As we were driving to the closing on our house in Minnesota, we received a phone call from our realtor. The people who were buying our house had a family emergency and couldn't come to the closing.
I felt like I had been hit in the stomach and I started to panic. My mind was racing with all the worst possible scenarios of this situation.
When we reached the title company office, one of our realtors was there to meet us and help us come up with a plan for closing. By this time I was a bit emotional (okay really emotional but hey it had been a very long and draining week emotionally I was due for a meltdown) but I was able to pull it together enough to help construct a plan.
Lance and I signed all the papers on our house in Minnesota and turned over the keys, garage door openers, and all other pertinent house information. The people buying our house would be in at 8 am Monday morning to sign the papers. As soon as the papers were signed, the mortgage company would wire the money to Idaho. I was not one hundred percent comfortable with the decision but we really didn't have any other options. I needed to trust that everything would turn out in the end.
As we left the title company office and started our drive to Idaho, we called both our realtor in Idaho and our mortgage company to give them a heads up on what had happened with our closing. They were both in agreement that we had made the right decision and we would come up with plan b if needed.
At this point I could feel myself starting to obsess and worry about the outcome (the planner in me), even though there was nothing I could about it. I knew I had a choice, obsess and worry and drive my husband and brother (who was helping us with the drive to ID) crazy all weekend or turn it all over to God. I choose to trust and be patient and know that God was in control. From that moment on, I was totally at peace with our situation. I turned my focus on
surviving enjoying our 1500 mile drive to Idaho with a dog, a cat, and two small children.
On Monday morning at 8:15 am Minnesota time (7:15 am Idaho time), I called the title company to see if the closing had taken place. My desire to know the outcome outweighed any patience I had remaining. The closing was in progress and they informed me they would call me when the wire transfer occurred. Thank you Lord for an hour time change! We were able to close on our house that morning and the movers arrived within an hour of our closing to start moving in our boxes. Sweet relief!
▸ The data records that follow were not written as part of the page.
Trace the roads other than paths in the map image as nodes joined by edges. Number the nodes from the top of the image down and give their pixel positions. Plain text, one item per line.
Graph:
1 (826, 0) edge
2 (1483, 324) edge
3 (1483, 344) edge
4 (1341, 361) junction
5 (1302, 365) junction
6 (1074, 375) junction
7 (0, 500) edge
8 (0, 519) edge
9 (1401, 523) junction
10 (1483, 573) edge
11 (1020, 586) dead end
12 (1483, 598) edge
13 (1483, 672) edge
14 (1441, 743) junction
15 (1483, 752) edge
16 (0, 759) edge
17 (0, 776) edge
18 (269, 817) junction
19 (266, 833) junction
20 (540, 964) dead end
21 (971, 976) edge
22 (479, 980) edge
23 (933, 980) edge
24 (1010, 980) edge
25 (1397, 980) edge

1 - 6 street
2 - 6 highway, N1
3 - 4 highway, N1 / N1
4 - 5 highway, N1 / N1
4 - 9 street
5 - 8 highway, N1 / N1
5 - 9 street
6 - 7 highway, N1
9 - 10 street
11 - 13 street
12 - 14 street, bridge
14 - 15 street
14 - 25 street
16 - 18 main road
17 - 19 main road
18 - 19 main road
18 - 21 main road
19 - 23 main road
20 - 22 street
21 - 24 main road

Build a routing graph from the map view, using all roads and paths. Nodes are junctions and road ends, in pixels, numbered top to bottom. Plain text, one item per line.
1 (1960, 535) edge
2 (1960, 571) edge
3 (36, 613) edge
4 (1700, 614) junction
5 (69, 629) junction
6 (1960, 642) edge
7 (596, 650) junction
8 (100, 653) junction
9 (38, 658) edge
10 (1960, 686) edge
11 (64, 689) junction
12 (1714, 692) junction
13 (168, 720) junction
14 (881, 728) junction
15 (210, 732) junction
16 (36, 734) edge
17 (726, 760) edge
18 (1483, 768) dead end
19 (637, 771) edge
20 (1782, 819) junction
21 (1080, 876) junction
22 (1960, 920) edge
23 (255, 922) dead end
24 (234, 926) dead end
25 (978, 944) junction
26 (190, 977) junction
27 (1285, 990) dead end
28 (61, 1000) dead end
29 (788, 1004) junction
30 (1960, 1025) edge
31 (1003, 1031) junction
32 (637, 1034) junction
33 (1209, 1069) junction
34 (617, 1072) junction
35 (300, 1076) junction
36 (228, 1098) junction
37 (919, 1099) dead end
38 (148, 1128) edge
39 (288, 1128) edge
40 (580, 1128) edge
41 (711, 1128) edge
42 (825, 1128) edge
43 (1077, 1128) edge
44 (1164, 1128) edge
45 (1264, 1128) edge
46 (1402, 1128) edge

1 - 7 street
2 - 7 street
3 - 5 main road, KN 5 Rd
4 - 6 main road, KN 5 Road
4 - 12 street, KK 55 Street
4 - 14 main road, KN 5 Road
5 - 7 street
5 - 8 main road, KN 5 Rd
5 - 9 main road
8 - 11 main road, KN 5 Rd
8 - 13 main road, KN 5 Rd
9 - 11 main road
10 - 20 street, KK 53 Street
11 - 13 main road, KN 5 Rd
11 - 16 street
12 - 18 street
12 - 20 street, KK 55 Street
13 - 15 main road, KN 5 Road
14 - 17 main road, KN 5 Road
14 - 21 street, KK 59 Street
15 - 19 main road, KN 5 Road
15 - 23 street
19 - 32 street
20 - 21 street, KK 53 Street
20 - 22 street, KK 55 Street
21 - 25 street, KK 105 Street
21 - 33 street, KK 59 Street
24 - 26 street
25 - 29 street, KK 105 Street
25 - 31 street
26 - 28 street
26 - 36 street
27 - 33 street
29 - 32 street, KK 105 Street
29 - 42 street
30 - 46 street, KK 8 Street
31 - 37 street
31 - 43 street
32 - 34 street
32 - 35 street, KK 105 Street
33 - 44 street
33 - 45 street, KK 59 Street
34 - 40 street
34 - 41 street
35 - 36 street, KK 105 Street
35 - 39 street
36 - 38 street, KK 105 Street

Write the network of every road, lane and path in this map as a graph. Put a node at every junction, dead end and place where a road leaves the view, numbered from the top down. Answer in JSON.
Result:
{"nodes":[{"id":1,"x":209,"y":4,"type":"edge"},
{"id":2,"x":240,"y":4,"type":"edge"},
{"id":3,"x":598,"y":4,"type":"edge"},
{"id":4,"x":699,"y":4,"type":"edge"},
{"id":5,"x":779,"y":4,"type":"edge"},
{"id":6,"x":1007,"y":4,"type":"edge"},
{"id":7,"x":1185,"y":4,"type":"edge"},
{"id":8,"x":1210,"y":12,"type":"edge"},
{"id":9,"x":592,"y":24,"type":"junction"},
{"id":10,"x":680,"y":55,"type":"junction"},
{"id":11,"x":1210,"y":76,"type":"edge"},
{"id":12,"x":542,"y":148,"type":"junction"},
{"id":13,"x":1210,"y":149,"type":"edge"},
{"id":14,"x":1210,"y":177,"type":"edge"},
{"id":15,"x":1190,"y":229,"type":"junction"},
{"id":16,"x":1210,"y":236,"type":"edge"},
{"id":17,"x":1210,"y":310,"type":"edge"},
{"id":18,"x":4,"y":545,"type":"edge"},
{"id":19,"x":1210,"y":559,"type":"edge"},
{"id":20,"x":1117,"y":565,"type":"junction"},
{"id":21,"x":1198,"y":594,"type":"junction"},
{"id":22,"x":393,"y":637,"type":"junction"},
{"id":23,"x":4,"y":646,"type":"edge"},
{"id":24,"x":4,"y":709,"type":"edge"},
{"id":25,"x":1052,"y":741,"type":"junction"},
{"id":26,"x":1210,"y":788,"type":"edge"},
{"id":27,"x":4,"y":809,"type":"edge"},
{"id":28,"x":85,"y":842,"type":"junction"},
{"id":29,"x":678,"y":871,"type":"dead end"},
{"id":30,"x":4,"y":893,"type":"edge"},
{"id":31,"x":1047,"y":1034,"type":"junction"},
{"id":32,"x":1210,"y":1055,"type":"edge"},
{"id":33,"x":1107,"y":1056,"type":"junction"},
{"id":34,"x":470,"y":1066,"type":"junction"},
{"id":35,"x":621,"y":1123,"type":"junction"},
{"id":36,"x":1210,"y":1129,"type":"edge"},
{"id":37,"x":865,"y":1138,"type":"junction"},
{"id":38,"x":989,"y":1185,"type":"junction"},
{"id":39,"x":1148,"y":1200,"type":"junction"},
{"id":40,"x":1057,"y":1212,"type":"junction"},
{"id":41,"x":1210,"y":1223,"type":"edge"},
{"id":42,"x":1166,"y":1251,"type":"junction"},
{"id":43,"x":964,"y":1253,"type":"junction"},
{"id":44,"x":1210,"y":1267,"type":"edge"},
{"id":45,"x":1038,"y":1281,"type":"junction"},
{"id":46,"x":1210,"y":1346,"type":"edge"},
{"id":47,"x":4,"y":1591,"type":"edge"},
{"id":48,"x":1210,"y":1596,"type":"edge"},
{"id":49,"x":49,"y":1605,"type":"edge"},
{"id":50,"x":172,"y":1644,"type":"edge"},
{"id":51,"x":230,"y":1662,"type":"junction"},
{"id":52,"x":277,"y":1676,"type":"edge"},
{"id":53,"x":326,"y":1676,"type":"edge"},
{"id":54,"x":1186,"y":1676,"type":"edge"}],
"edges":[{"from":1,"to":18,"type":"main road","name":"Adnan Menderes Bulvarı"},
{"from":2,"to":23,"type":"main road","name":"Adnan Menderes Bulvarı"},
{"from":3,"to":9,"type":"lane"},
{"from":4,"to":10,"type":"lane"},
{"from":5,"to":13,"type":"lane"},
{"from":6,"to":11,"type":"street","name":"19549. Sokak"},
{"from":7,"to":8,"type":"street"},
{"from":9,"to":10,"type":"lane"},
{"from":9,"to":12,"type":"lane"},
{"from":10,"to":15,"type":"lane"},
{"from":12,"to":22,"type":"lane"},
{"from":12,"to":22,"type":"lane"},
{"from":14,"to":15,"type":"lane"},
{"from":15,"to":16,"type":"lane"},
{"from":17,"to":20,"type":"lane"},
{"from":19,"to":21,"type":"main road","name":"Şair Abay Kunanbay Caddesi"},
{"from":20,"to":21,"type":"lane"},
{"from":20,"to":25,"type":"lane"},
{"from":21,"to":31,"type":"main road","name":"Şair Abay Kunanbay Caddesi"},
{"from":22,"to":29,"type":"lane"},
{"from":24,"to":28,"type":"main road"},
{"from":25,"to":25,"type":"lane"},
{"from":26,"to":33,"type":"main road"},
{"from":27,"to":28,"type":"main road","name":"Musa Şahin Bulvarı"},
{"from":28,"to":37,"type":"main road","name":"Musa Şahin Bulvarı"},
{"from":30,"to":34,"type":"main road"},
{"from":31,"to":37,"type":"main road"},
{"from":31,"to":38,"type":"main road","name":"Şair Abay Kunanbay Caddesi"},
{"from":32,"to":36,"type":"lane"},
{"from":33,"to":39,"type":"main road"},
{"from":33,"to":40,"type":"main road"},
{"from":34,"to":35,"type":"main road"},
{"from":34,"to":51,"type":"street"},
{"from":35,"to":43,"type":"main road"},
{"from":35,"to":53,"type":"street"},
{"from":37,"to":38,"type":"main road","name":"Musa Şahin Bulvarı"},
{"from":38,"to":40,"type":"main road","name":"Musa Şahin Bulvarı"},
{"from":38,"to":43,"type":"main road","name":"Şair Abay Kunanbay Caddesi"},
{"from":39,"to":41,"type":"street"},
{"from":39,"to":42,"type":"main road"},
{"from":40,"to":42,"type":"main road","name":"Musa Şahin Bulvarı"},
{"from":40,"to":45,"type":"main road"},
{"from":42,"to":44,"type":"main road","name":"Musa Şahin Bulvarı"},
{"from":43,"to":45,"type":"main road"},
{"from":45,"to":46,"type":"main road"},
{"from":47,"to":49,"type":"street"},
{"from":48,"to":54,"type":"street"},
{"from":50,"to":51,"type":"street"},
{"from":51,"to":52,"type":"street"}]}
Even though there was a bit of stress at the end of our journey, I know this move was in God's plan for our family. There weren't just doors opened for our move there were gaping holes opened. Every part of our move had God's touch on it, from our house selling in four days, to finding a house that wasn't on our original list of houses, to the moving company being able to move us in and out in perfect timing, to the selling of Lance's two business in Minnesota, to living next to neighbors who embraced us and made us feel like family from the start. It isn't easy living away from family, and I still find myself saying things like "this isn't like back home" or "I sure miss this or this". Someday (maybe) Idaho will feel more like home (Jenni gave me hope in this post) than Minnesota. But for now I know this is exactly where God wants our family.